Data for the task:

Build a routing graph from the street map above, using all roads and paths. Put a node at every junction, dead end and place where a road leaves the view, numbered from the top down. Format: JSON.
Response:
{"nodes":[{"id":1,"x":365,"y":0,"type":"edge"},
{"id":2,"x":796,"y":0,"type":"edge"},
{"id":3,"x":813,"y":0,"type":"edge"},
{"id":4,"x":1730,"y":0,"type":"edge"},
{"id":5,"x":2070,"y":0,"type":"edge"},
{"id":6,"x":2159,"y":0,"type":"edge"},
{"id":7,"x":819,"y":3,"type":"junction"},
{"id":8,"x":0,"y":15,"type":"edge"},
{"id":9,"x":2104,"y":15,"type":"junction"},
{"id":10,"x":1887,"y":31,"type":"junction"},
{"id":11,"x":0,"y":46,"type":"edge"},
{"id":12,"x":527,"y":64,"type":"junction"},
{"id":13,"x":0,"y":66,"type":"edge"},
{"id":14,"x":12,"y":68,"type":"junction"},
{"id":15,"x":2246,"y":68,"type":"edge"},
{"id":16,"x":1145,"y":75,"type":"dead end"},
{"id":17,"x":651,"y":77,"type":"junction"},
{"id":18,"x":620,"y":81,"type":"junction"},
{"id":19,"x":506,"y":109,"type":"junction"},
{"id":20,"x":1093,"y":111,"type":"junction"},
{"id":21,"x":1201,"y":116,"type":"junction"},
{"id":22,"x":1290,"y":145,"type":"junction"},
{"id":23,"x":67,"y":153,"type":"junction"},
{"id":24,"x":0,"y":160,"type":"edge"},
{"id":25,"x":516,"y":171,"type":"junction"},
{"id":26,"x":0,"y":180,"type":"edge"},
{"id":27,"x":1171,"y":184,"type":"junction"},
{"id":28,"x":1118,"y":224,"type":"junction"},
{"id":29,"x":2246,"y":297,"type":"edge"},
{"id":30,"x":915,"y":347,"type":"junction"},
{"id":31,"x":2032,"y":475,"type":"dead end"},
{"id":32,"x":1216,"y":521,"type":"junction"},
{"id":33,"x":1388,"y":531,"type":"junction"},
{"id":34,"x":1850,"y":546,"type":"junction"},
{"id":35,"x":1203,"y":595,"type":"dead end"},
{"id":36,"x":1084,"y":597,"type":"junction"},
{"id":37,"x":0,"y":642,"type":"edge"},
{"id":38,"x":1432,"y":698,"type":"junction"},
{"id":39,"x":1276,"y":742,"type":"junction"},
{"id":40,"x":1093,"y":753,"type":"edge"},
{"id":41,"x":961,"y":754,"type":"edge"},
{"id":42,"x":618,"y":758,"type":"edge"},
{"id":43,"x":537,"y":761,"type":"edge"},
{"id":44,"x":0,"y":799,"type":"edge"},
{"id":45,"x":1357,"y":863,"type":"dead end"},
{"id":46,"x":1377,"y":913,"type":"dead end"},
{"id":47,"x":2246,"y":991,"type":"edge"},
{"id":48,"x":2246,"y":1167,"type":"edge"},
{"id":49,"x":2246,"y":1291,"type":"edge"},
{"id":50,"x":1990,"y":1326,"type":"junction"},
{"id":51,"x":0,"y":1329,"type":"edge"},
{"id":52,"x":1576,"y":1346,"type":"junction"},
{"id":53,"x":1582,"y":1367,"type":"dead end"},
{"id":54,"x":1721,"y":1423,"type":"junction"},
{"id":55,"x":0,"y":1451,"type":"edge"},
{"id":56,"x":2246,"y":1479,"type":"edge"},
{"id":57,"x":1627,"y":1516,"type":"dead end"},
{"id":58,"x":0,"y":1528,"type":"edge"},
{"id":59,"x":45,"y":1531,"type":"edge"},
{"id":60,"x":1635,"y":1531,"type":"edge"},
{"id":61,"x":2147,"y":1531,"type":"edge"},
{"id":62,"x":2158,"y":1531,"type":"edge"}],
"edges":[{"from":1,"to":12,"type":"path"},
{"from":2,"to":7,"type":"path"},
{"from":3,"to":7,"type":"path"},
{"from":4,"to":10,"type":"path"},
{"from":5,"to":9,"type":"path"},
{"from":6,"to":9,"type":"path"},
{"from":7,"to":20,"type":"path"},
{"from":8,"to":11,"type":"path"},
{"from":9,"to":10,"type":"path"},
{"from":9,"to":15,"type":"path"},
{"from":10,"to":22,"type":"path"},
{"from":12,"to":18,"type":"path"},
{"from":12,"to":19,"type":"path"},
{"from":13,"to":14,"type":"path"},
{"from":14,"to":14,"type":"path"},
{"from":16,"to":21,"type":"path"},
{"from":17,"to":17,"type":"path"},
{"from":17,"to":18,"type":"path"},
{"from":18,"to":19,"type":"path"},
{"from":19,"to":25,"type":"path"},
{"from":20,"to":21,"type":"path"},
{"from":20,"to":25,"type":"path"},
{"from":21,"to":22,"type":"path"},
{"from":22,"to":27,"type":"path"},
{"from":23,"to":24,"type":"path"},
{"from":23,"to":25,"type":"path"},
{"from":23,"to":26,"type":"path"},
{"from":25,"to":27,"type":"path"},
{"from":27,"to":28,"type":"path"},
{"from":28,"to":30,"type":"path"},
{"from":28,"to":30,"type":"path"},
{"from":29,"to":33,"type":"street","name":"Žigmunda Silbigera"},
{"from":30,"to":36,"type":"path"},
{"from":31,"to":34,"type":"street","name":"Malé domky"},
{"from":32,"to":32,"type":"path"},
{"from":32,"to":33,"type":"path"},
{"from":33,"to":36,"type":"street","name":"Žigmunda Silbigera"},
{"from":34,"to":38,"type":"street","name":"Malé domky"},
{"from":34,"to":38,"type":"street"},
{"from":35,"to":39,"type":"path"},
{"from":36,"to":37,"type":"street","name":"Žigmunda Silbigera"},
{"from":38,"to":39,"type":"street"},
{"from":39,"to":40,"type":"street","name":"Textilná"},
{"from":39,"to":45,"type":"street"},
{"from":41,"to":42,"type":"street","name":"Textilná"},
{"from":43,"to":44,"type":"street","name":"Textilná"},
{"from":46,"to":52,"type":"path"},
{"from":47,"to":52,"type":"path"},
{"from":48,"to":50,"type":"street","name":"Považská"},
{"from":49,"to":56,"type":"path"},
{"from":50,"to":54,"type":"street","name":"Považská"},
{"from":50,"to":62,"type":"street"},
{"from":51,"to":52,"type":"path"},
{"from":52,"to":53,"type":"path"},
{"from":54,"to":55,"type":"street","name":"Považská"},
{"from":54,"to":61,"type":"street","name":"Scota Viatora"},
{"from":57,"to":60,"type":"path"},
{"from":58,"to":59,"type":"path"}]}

Task details: Bring together each line above where the string "dead" turns up.

Result of this task:
Build a routing graph from the street map above, using all roads and paths. Put a node at every junction, dead end and place where a road leaves the view, numbered from the top down. Format: JSON.
{"id":16,"x":1145,"y":75,"type":"dead end"},
{"id":31,"x":2032,"y":475,"type":"dead end"},
{"id":35,"x":1203,"y":595,"type":"dead end"},
{"id":45,"x":1357,"y":863,"type":"dead end"},
{"id":46,"x":1377,"y":913,"type":"dead end"},
{"id":53,"x":1582,"y":1367,"type":"dead end"},
{"id":57,"x":1627,"y":1516,"type":"dead end"},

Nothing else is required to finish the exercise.